10/22/2003 12:20 PM ET
A's decline option on Singleton
By Kent Schacht / MLB.com WorldSeries.com
The Oakland outfield got a little less crowded on Tuesday when the A's declined to exercise their contract option on Chris Singleton for next season and released him.
Singleton, who signed with the A's last December, opened the season as Oakland's starting center fielder but ended up playing in only 120 games. The emergence of Eric Byrnes in center and manager Ken Macha's rotation of six players in the outfield limited his time.
Singletom hit .245 in 306 at-bats -- both career lows. Those numbers often left him frustrated with his role, and he said after the season that he didn't plan on being in green in gold in 2004.
"Basically, I have no plans of coming back, even though I love the guys and the team," Singleton said earlier this month. "I don't think it's the right situation for me."
Singleton started 37 of Oakland's first 53 games in center field and then just 49 of the A's final 109 contests. He was used mostly against right-handed pitching, going 67-for-258 (.260) against right-handers and 8-for-48 (.167) against left-handers.
The rotating outfield situation, in which Opening Day starters like Terrence Long and Singleton were on the bench much of the second half, was enough for Long to lash out at Macha and demand a trade after the season was over.
Although Singleton, who reportedly made $1.2 million in 2003, knew he wouldn't likely be back, he said Macha did a fine job dealing with the situation.
"It was good. He got us back to the playoffs.

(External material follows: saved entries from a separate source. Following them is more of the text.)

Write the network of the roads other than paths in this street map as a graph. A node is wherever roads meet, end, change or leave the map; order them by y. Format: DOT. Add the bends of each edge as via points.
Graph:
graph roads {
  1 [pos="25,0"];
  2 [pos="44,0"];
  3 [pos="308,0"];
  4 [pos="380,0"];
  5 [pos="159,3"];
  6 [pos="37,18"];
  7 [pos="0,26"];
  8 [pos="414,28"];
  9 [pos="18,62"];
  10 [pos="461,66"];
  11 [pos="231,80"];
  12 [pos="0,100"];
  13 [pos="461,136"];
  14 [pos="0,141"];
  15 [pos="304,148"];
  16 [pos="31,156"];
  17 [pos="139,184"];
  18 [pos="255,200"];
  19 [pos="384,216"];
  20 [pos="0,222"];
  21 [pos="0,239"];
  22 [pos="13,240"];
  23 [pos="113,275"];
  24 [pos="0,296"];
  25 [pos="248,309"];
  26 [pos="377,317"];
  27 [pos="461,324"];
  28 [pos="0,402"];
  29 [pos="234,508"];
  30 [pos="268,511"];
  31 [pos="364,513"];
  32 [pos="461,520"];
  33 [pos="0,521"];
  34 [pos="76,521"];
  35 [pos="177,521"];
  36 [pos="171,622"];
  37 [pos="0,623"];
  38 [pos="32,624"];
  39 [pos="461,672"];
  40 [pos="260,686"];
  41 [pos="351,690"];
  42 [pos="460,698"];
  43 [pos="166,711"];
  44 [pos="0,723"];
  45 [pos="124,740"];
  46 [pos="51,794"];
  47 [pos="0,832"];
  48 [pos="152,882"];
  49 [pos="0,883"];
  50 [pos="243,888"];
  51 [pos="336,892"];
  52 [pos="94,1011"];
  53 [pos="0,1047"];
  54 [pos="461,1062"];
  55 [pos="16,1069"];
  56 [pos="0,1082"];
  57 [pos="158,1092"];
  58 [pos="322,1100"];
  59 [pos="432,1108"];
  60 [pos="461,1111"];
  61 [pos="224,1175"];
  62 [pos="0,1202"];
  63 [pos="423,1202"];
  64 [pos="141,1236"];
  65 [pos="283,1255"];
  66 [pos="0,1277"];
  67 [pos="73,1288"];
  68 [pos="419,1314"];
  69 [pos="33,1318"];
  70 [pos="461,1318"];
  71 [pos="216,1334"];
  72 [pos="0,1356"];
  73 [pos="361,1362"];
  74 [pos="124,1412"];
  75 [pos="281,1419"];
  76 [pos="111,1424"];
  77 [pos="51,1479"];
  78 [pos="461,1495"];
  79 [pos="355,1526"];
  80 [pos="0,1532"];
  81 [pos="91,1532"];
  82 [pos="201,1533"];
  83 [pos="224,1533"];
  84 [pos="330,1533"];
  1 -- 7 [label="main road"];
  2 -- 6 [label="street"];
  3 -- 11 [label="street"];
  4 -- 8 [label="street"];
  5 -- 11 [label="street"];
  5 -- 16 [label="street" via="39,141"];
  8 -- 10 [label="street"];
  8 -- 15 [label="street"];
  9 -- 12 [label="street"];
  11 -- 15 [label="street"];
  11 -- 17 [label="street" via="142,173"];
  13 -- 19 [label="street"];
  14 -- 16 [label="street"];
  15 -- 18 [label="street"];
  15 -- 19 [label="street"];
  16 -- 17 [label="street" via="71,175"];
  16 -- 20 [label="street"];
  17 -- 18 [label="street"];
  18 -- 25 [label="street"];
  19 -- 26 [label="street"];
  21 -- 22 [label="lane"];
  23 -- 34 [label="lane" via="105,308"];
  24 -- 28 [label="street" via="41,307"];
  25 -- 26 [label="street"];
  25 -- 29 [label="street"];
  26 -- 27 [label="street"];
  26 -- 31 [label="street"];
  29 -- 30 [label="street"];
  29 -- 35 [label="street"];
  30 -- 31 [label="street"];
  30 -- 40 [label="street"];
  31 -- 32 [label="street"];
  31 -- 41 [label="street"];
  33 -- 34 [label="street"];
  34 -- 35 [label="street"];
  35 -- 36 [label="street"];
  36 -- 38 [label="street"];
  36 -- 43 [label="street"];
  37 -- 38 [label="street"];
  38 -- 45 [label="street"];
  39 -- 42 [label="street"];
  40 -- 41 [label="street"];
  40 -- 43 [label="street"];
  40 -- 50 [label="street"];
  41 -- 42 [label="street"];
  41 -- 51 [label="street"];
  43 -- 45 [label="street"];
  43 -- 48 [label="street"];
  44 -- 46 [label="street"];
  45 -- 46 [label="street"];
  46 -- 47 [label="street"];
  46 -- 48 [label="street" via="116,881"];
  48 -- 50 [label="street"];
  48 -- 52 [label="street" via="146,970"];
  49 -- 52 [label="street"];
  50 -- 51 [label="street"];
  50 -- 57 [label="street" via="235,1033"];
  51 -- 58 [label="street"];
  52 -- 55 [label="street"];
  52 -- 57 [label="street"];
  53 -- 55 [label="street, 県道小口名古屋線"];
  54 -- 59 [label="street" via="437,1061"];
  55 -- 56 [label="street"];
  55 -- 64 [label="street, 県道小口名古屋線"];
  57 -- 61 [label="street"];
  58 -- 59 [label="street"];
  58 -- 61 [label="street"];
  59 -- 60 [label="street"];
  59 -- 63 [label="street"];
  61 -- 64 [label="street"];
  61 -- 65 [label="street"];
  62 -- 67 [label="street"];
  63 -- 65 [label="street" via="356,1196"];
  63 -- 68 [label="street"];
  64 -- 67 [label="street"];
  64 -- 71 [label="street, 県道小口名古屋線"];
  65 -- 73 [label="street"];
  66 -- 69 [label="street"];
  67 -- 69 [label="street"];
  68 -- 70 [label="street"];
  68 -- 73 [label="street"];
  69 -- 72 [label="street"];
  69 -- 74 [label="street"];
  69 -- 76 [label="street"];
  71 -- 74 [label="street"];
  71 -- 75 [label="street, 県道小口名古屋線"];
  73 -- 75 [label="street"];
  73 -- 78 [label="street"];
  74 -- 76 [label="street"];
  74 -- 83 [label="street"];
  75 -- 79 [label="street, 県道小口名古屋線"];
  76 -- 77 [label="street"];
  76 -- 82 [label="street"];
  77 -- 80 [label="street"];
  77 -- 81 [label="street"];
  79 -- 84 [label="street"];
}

You could say this team could have cruise controlled its way to the playoffs, but with all we had to go through, it wasn't easy," Singleton said. "Somebody has to run the ship. I think he did a good of a job as anyone could have."
Singleton, who played for the White Sox for three seasons and Baltimore for one before coming to Oakland, is a career .273 hitter in 676 games over five Major League seasons.
We either make ourselves happy or miserable.
The amount of work is the same.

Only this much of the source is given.